BEGIN DATA UNDER STUDY
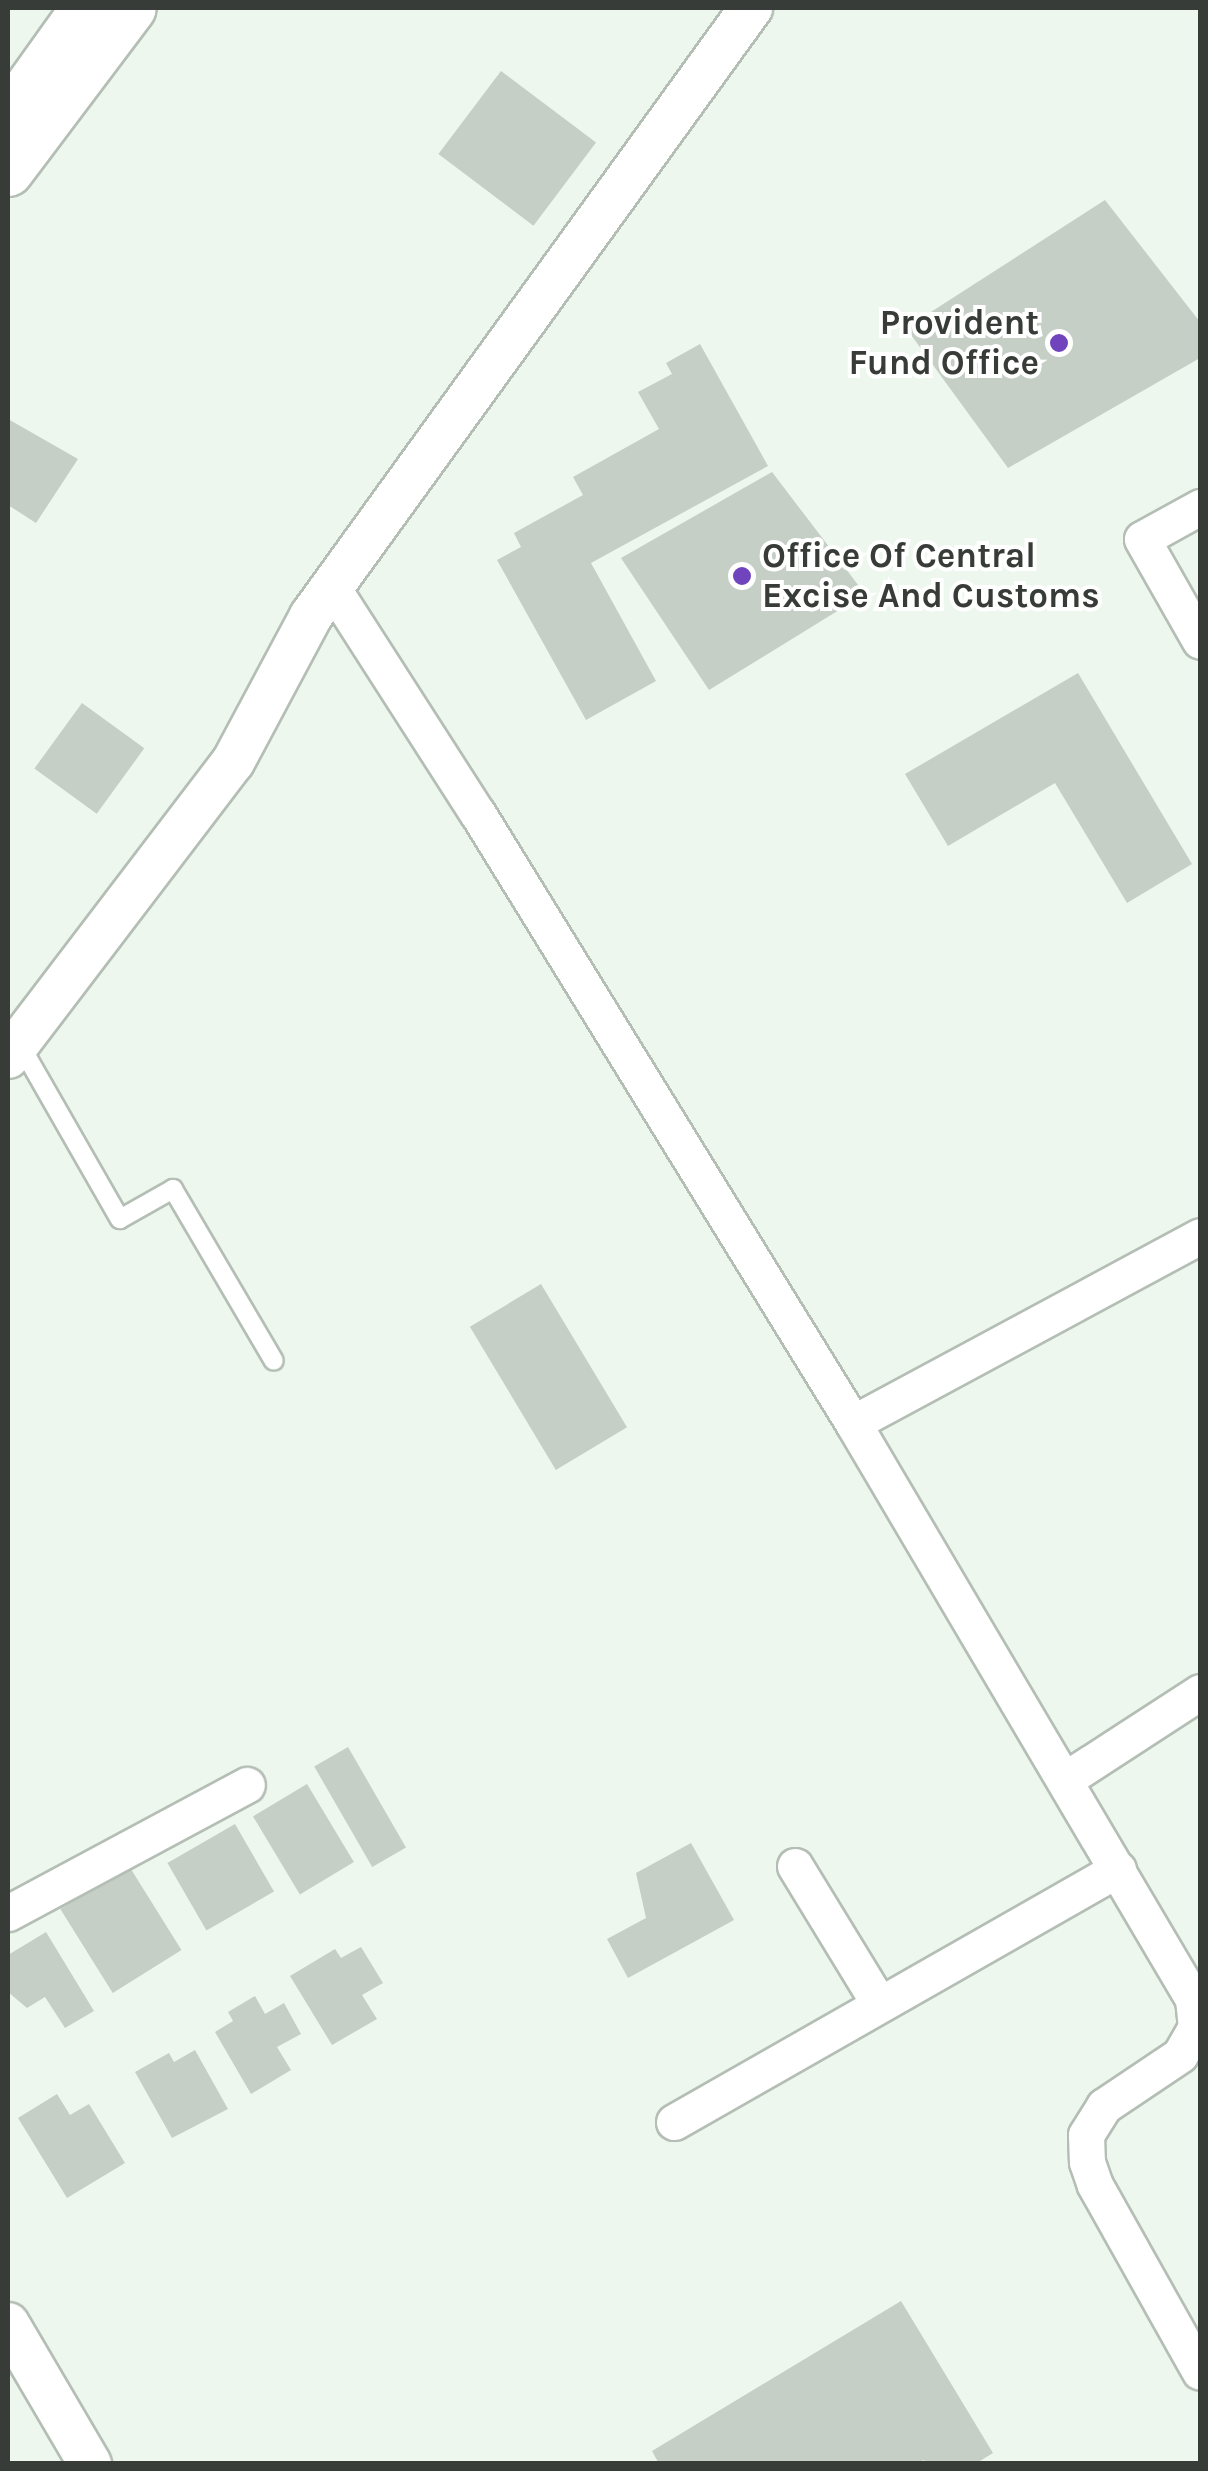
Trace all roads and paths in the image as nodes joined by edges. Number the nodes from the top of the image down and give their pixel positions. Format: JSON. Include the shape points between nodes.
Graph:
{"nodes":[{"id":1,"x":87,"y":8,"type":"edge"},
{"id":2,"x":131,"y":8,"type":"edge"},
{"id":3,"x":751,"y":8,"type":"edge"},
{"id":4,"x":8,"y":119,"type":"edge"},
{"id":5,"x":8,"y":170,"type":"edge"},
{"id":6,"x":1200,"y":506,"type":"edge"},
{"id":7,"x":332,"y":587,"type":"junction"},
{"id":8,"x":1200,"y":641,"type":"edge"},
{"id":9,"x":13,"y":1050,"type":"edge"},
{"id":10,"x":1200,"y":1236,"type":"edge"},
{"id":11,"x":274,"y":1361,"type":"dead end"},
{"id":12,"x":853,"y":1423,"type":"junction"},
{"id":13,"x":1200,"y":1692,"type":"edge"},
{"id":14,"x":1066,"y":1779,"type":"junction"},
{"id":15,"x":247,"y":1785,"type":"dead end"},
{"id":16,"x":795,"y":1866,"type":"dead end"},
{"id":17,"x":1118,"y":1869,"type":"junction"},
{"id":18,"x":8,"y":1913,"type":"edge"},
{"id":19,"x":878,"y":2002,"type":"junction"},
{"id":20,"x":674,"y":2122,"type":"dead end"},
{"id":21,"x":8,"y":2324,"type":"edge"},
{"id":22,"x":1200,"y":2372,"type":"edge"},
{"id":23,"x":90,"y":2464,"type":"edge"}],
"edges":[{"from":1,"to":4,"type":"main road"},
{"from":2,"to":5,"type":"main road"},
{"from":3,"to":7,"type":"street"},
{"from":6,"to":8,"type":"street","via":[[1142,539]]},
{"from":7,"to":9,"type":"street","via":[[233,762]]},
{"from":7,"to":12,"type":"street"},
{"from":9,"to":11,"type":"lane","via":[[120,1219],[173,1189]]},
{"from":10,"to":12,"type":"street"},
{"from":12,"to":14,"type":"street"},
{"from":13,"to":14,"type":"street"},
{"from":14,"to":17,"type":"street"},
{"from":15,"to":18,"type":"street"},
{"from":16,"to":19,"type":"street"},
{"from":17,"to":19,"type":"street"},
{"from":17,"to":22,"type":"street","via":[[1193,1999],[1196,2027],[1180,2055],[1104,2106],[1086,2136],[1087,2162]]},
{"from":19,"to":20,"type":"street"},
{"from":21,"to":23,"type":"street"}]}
END DATA UNDER STUDY
DESCRIPTION OF THE TASK → Gather every line from the listing above in which "edges" appears, and copy those lines.

WRITTEN RESPONSE →
Trace all roads and paths in the image as nodes joined by edges. Number the nodes from the top of the image down and give their pixel positions. Format: JSON. Include the shape points between nodes.
"edges":[{"from":1,"to":4,"type":"main road"},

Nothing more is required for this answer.